PROBLEM REQUIREMENTS
One number is the whole answer: the tally of lines in the records that include the word "change".

DATA FOR THIS EXERCISE section start

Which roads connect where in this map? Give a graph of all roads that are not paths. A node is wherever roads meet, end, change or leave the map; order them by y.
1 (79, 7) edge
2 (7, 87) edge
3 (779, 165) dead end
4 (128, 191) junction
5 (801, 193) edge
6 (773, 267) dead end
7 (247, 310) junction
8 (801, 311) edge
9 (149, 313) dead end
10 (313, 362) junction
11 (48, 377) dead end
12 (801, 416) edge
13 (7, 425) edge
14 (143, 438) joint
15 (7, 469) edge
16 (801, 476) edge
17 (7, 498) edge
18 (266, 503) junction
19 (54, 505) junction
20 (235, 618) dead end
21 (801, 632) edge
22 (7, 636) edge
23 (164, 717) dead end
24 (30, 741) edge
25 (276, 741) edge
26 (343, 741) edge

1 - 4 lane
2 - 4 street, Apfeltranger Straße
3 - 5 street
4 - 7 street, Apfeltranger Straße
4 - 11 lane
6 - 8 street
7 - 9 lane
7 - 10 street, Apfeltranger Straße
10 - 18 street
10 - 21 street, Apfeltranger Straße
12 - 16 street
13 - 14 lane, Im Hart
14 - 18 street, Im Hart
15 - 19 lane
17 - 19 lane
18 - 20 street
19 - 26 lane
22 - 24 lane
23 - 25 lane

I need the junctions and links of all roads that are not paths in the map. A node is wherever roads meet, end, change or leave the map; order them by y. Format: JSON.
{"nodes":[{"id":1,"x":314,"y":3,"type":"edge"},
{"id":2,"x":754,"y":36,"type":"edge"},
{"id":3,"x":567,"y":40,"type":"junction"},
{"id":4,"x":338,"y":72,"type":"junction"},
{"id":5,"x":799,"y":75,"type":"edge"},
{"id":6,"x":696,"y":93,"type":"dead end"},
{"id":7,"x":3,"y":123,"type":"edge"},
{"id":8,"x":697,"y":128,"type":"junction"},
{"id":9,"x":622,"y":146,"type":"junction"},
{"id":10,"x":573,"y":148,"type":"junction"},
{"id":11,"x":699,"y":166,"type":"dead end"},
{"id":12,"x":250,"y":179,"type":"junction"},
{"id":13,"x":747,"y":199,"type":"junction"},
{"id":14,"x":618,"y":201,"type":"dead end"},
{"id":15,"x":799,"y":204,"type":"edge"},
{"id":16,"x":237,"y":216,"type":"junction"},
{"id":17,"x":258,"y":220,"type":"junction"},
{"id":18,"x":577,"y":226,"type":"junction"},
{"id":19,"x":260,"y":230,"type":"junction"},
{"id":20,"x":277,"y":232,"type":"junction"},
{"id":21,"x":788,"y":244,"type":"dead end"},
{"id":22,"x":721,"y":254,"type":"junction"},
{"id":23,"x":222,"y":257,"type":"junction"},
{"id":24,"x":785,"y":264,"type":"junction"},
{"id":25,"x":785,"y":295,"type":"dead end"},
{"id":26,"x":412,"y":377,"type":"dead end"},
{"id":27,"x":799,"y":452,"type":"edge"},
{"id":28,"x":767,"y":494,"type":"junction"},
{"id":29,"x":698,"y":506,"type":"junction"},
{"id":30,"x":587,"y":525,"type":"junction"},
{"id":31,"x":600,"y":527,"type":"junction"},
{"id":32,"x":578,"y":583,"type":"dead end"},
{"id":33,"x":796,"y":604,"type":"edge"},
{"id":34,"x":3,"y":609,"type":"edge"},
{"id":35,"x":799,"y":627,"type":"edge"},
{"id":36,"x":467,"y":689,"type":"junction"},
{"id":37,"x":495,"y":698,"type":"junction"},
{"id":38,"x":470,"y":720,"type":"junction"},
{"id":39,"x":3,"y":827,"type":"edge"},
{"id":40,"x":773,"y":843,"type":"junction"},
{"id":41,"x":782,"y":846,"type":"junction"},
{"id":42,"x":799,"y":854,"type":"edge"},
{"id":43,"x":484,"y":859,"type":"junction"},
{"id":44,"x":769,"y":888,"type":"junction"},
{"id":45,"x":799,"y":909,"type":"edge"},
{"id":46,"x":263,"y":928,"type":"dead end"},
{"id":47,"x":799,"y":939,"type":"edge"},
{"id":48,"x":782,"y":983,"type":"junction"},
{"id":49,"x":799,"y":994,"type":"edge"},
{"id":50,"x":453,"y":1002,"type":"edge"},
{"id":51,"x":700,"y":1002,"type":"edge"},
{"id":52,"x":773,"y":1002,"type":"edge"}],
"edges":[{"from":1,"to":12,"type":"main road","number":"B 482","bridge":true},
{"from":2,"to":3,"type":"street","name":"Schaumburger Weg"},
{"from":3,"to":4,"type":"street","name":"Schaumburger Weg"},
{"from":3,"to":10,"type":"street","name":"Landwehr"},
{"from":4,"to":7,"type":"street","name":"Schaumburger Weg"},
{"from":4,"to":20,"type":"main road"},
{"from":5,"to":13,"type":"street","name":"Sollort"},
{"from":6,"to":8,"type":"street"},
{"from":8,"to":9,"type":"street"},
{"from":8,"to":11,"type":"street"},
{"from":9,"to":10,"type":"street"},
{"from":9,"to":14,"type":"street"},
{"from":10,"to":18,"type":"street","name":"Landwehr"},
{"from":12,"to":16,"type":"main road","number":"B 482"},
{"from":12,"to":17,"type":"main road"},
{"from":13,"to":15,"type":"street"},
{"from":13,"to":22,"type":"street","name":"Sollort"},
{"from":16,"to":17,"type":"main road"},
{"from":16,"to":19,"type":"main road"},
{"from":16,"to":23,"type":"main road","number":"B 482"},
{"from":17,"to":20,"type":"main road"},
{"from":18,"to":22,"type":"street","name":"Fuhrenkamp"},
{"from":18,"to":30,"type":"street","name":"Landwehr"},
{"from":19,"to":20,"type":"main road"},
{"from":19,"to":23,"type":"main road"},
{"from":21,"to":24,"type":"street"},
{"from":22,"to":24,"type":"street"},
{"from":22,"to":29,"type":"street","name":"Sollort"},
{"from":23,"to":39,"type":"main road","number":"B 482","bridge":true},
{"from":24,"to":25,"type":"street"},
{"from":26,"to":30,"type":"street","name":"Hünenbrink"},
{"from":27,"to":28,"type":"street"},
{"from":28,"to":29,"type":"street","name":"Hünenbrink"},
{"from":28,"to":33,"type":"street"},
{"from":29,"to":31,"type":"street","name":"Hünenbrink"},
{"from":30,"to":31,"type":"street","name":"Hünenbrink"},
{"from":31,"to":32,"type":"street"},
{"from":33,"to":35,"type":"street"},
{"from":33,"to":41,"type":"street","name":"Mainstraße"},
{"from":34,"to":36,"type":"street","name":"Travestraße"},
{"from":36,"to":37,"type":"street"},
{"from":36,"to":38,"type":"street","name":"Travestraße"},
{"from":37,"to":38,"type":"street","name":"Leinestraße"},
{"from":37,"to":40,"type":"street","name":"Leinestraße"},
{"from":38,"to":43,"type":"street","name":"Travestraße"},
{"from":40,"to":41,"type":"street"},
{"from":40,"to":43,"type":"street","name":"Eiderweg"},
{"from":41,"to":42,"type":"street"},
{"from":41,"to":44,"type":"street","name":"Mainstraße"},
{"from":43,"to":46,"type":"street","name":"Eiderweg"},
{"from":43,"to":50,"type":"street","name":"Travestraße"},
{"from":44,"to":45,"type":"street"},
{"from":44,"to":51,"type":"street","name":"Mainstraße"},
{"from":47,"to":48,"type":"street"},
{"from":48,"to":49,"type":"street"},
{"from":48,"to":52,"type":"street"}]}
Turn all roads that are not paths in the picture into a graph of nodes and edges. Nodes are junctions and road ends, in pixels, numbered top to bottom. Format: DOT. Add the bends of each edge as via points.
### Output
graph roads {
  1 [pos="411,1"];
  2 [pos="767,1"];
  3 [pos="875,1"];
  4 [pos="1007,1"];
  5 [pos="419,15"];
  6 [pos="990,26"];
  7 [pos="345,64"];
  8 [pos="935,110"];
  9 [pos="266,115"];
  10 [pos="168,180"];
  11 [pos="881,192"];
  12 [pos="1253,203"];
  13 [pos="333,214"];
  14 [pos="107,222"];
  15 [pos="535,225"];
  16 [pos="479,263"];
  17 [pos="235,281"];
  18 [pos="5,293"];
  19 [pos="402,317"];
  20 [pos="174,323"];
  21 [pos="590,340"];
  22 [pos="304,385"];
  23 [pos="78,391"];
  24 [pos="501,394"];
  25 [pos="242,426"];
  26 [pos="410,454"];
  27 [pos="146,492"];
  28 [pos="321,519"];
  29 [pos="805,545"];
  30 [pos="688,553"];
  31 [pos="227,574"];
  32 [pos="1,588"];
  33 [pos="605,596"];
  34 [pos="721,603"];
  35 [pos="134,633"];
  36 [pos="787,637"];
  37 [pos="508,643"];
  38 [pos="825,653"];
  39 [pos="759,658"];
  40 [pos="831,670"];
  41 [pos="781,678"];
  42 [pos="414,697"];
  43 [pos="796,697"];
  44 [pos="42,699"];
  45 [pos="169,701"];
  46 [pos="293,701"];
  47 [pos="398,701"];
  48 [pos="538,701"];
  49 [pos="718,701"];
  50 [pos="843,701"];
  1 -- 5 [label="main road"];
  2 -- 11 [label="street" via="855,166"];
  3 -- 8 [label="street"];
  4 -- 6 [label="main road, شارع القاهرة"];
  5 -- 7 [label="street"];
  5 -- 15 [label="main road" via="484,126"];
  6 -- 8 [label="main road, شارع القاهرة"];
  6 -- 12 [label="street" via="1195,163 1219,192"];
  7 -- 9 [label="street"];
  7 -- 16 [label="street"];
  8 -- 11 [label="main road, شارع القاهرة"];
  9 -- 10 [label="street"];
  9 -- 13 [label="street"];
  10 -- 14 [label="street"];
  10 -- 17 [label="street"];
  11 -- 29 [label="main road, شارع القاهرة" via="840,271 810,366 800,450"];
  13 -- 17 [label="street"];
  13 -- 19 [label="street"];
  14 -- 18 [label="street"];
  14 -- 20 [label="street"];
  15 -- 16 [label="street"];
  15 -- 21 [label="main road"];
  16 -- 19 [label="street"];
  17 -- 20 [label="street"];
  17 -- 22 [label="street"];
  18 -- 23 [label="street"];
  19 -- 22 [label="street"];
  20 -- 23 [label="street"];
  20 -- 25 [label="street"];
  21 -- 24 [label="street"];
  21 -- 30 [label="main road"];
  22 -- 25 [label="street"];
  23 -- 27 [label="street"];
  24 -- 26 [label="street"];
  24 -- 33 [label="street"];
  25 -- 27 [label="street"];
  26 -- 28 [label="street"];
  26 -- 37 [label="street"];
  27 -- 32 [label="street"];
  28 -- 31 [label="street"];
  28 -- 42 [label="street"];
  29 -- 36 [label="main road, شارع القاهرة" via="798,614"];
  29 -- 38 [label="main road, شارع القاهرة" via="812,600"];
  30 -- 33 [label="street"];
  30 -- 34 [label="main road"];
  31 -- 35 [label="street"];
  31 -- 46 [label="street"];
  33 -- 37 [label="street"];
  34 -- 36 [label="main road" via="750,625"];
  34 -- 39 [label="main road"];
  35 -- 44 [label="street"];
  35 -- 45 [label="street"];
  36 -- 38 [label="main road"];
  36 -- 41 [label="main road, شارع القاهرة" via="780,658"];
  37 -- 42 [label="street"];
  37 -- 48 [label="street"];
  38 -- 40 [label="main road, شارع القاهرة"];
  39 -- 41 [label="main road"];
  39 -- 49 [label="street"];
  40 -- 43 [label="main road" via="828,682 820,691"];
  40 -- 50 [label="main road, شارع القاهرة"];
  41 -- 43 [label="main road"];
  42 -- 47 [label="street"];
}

DATA FOR THIS EXERCISE section end

YOUR SOLUTION
2